Friuli Venezia Giulia

cjant a la tor, il viaggio si chiude a remanzacco






Venerdì 28 agosto al Parco La Busate l’ultimo appuntamento del progetto dedicato al territorio del Torre. Sul palco i Bagliori d’Anima con il trio Pics Ensemble

Un fiume non è mai soltanto acqua. È paesaggio, memoria, lavoro, incontri. È un confine e, al tempo stesso, qualcosa che unisce. Da questa idea è nato “Cjant a la Tor – cultura, creatività e produzione in dialogo con il fiume Torre”, il progetto promosso dall’Istitût Ladin Furlan “Pre Checo Placerean” con il contributo della Regione Friuli Venezia Giulia, che venerdì 28 agosto arriva a Remanzacco per il suo ultimo appuntamento.
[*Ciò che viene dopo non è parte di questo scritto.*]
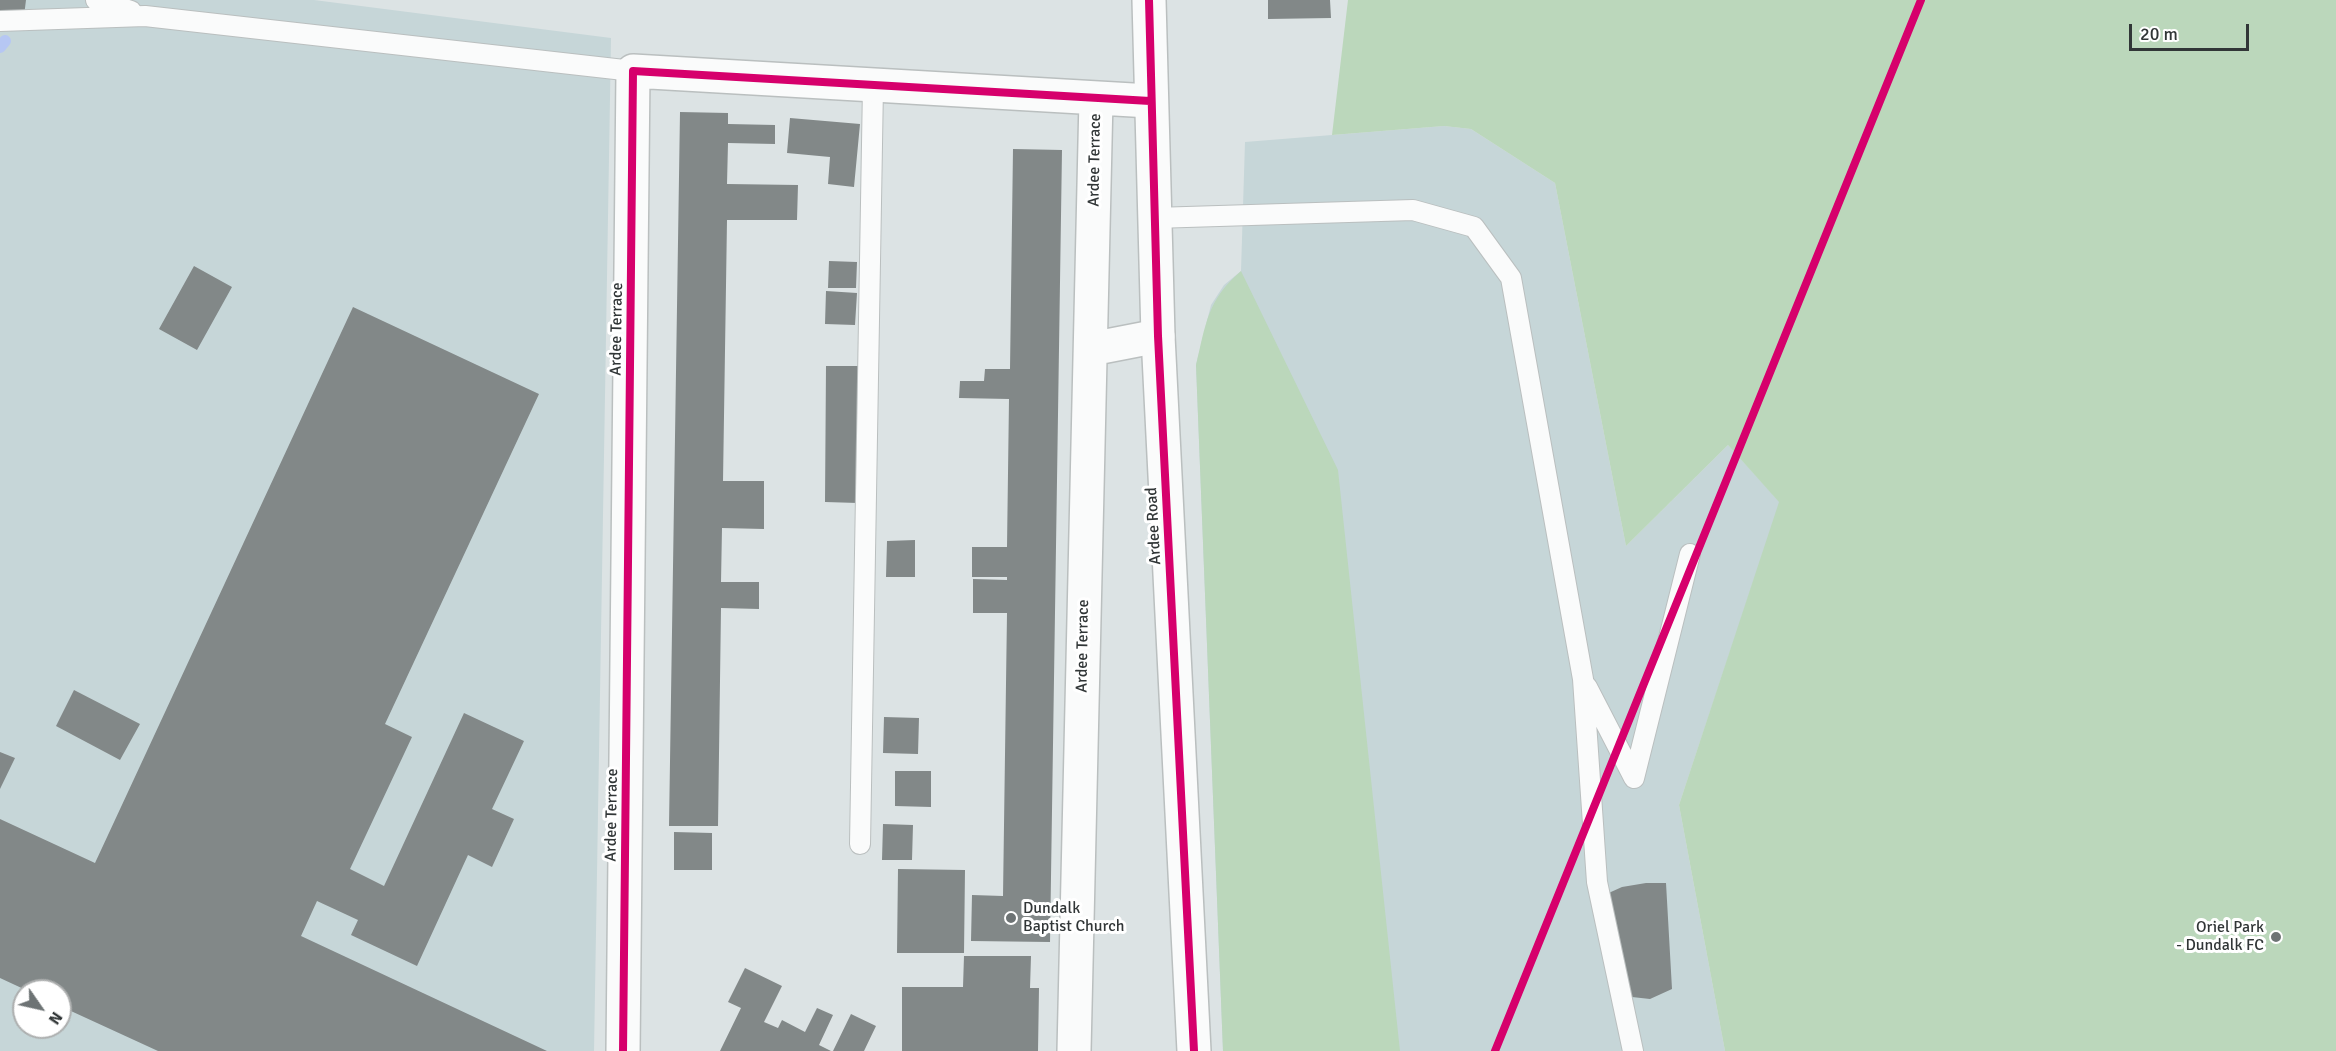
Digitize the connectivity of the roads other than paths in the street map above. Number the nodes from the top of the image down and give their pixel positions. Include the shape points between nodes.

Un percorso artistico e culturale che durante l’estate ha attraversato 13 Comuni, dalla montagna alla pianura, con un obiettivo preciso: valorizzare il territorio facendo dialogare le sue diverse realtà artistiche, storiche e produttive con il Torre, elemento identitario e filo conduttore dell’intero progetto.
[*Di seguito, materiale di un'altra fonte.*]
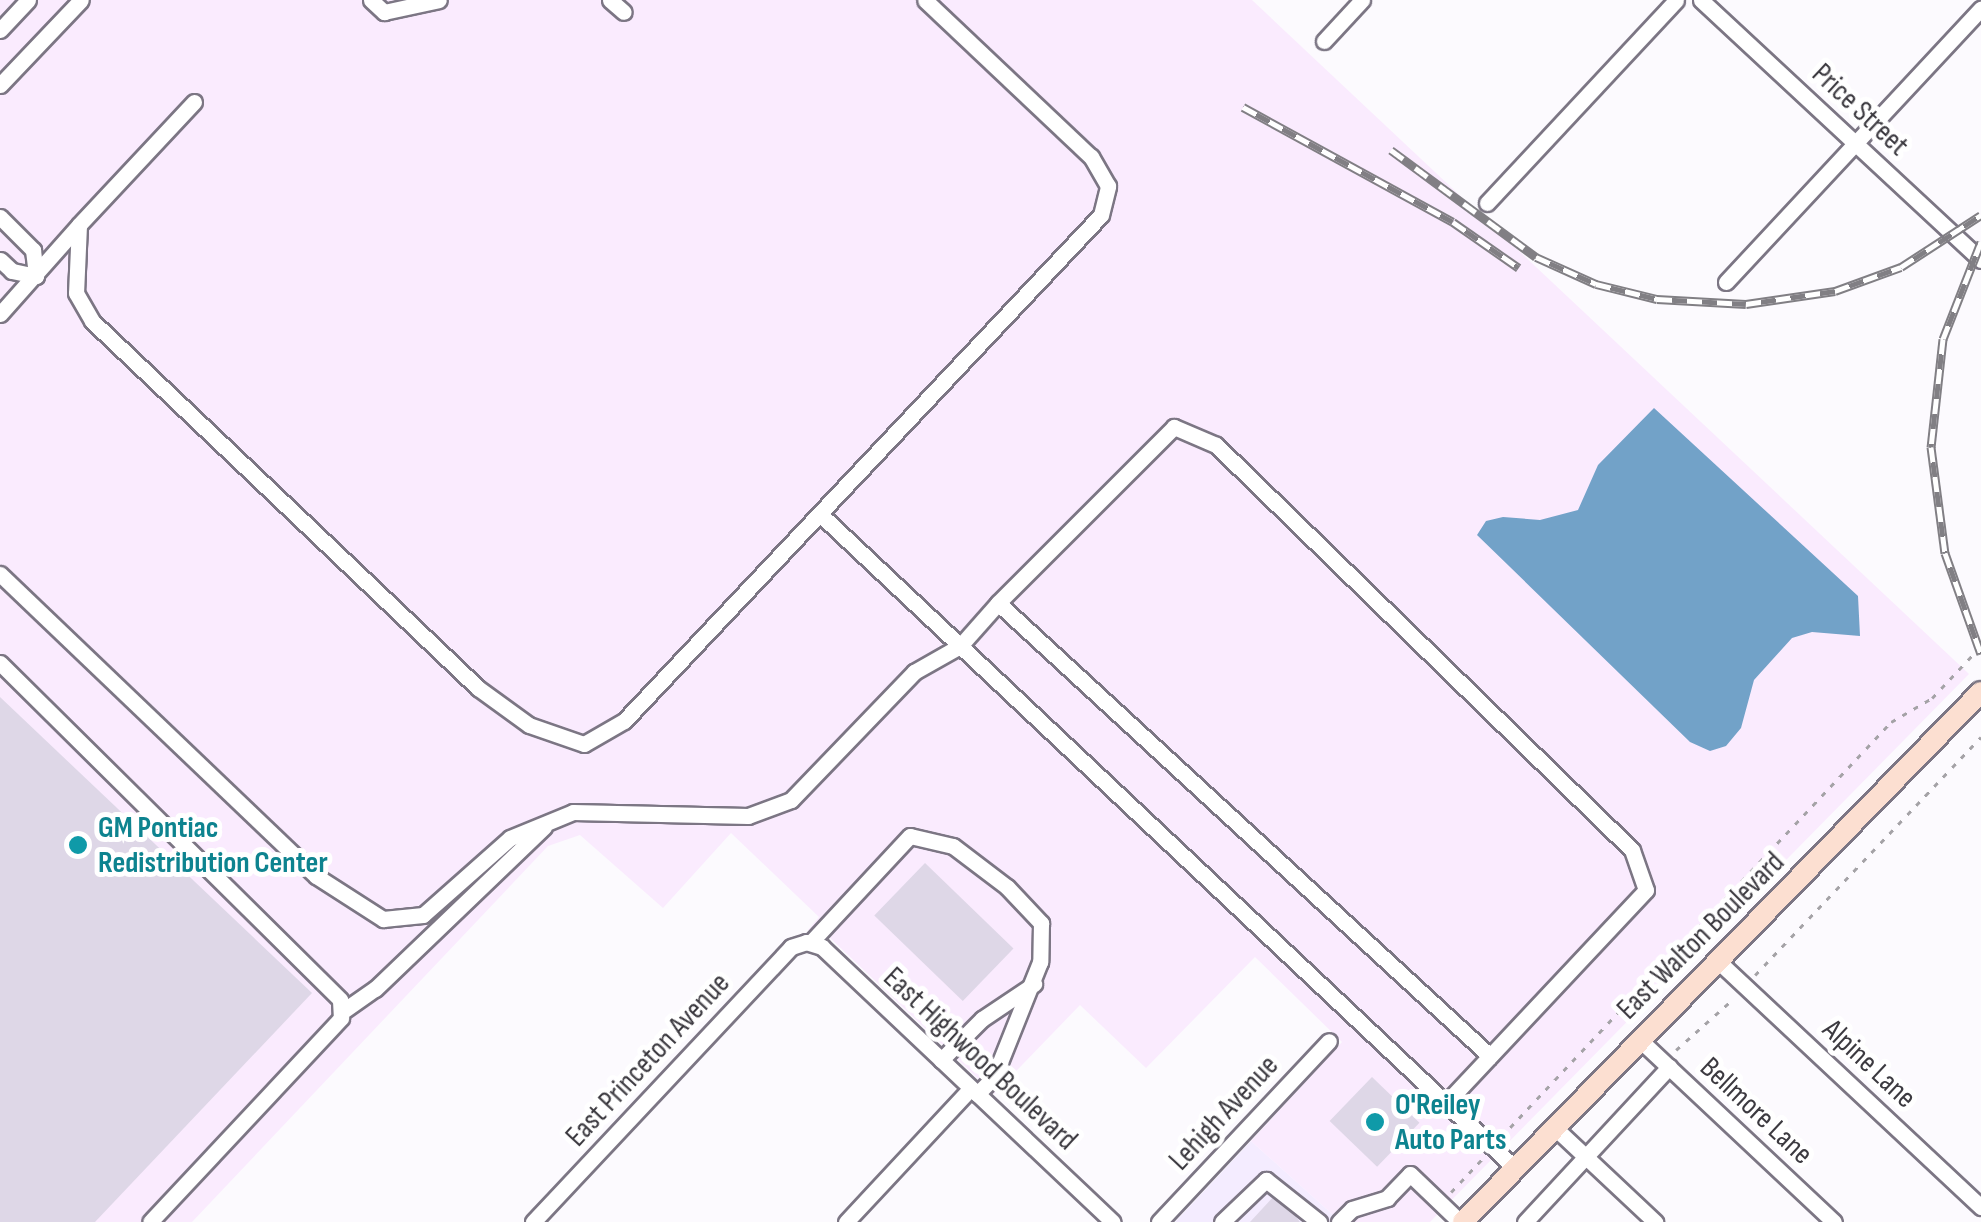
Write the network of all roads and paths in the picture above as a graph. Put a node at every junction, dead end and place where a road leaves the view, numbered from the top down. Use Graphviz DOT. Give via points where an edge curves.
graph roads {
  1 [pos="28,0"];
  2 [pos="81,0"];
  3 [pos="371,0"];
  4 [pos="440,0"];
  5 [pos="610,0"];
  6 [pos="925,0"];
  7 [pos="1362,0"];
  8 [pos="1676,0"];
  9 [pos="1701,0"];
  10 [pos="1981,8"];
  11 [pos="624,12"];
  12 [pos="0,30"];
  13 [pos="1324,41"];
  14 [pos="0,85"];
  15 [pos="194,102"];
  16 [pos="1855,143"];
  17 [pos="1487,203"];
  18 [pos="0,216"];
  19 [pos="79,225"];
  20 [pos="0,260"];
  21 [pos="1981,260"];
  22 [pos="36,276"];
  23 [pos="1726,282"];
  24 [pos="0,314"];
  25 [pos="821,515"];
  26 [pos="0,574"];
  27 [pos="998,603"];
  28 [pos="960,646"];
  29 [pos="1981,646"];
  30 [pos="0,663"];
  31 [pos="1981,692"];
  32 [pos="550,821"];
  33 [pos="808,942"];
  34 [pos="1718,962"];
  35 [pos="1034,984"];
  36 [pos="343,1011"];
  37 [pos="1640,1040"];
  38 [pos="1329,1041"];
  39 [pos="1490,1056"];
  40 [pos="941,1060"];
  41 [pos="1669,1067"];
  42 [pos="974,1091"];
  43 [pos="1446,1103"];
  44 [pos="1554,1127"];
  45 [pos="1493,1147"];
  46 [pos="1585,1157"];
  47 [pos="1515,1168"];
  48 [pos="1441,1202"];
  49 [pos="1981,1207"];
  50 [pos="150,1222"];
  51 [pos="533,1222"];
  52 [pos="846,1222"];
  53 [pos="1113,1222"];
  54 [pos="1160,1222"];
  55 [pos="1222,1222"];
  56 [pos="1319,1222"];
  57 [pos="1339,1222"];
  58 [pos="1462,1222"];
  59 [pos="1524,1222"];
  60 [pos="1655,1222"];
  61 [pos="1834,1222"];
  1 -- 12 [label="street"];
  2 -- 14 [label="street"];
  3 -- 4 [label="street" via="384,12"];
  5 -- 11 [label="street"];
  6 -- 25 [label="street" via="1091,157 1108,186 1101,215 1073,252"];
  7 -- 13 [label="street"];
  8 -- 17 [label="street"];
  9 -- 16 [label="street, Price Street"];
  10 -- 16 [label="street"];
  15 -- 19 [label="street"];
  16 -- 21 [label="street, Price Street"];
  16 -- 23 [label="street"];
  18 -- 22 [label="street" via="33,250"];
  19 -- 22 [label="street"];
  19 -- 25 [label="street" via="76,294 92,321 478,688 529,725 584,744 624,721"];
  20 -- 22 [label="street" via="12,271"];
  22 -- 24 [label="street"];
  25 -- 28 [label="street"];
  26 -- 32 [label="street" via="316,876 383,919 423,915 510,838"];
  27 -- 28 [label="street"];
  27 -- 39 [label="street"];
  27 -- 39 [label="street" via="1174,427 1216,445 1632,850 1646,890"];
  28 -- 32 [label="street" via="914,672 792,800 748,816 574,812"];
  28 -- 43 [label="street"];
  29 -- 45 [label="path" via="1932,698 1891,722"];
  30 -- 36 [label="street" via="332,989"];
  31 -- 34 [label="main road, East Walton Boulevard"];
  32 -- 36 [label="street" via="376,989"];
  33 -- 35 [label="street, East Princeton Avenue" via="910,836 953,846 1040,924"];
  33 -- 40 [label="street, East Highwood Boulevard"];
  33 -- 51 [label="street, East Princeton Avenue" via="792,947"];
  34 -- 37 [label="main road, East Walton Boulevard"];
  34 -- 49 [label="street, Alpine Lane"];
  35 -- 40 [label="street" via="982,1018"];
  35 -- 42 [label="street" via="994,1077"];
  36 -- 50 [label="street"];
  37 -- 41 [label="street, Bellmore Lane"];
  37 -- 44 [label="main road, East Walton Boulevard"];
  38 -- 54 [label="street, Lehigh Avenue"];
  39 -- 43 [label="street"];
  40 -- 42 [label="street, East Highwood Boulevard"];
  41 -- 46 [label="street"];
  41 -- 61 [label="street, Bellmore Lane"];
  42 -- 52 [label="street"];
  42 -- 53 [label="street, East Highwood Boulevard"];
  43 -- 45 [label="street"];
  44 -- 46 [label="street"];
  44 -- 47 [label="main road, East Walton Boulevard"];
  45 -- 47 [label="street"];
  45 -- 48 [label="path"];
  46 -- 59 [label="street"];
  46 -- 60 [label="street"];
  47 -- 58 [label="main road, East Walton Boulevard"];
  48 -- 57 [label="street" via="1410,1174 1387,1198 1352,1209"];
  48 -- 58 [label="street"];
  55 -- 56 [label="street" via="1266,1180"];
}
A chiudere il viaggio sarà la musica. Alle 20.45, al Parco La Busate in località Case del Malina, saliranno sul palco i Bagliori d’Anima, Alessandro Pozzetto e Nico Odorico, con un concerto immersivo fatto di elettronica, strumenti ancestrali e suggestioni sonore. Ospite speciale il trio Pics Ensemble, per un incontro tra linguaggi musicali differenti che ben rappresenta lo spirito dell’intera rassegna.

Non a caso la serata porta il titolo “Il Torrente del Legame: dove le differenze si incontrano e si fondono in un unico corso”. È forse questa l’immagine che meglio racconta Cjant a la Tor: realtà diverse che per una sera, o per un’estate, smettono di essere isole e diventano parte dello stesso racconto.

Un valore sottolineato anche dal vicepresidente della Regione e assessore alla Cultura Mario Anzil, che in occasione della presentazione aveva evidenziato la capacità del progetto di mettere in relazione identità, creatività e territorio attraverso la lingua friulana, la musica e il paesaggio, facendo della cultura uno strumento capace di creare legami tra le comunità.

Remanzacco sarà dunque l’ultima tappa. Non semplicemente la fine di una rassegna, ma il punto d’arrivo di un viaggio che ha provato a guardare il Torre con occhi diversi e a raccontare ciò che vive attorno alle sue acque.

L’ingresso è libero. In caso di maltempo il concerto si terrà all’Auditorium comunale “G. De Cesare” di Remanzacco.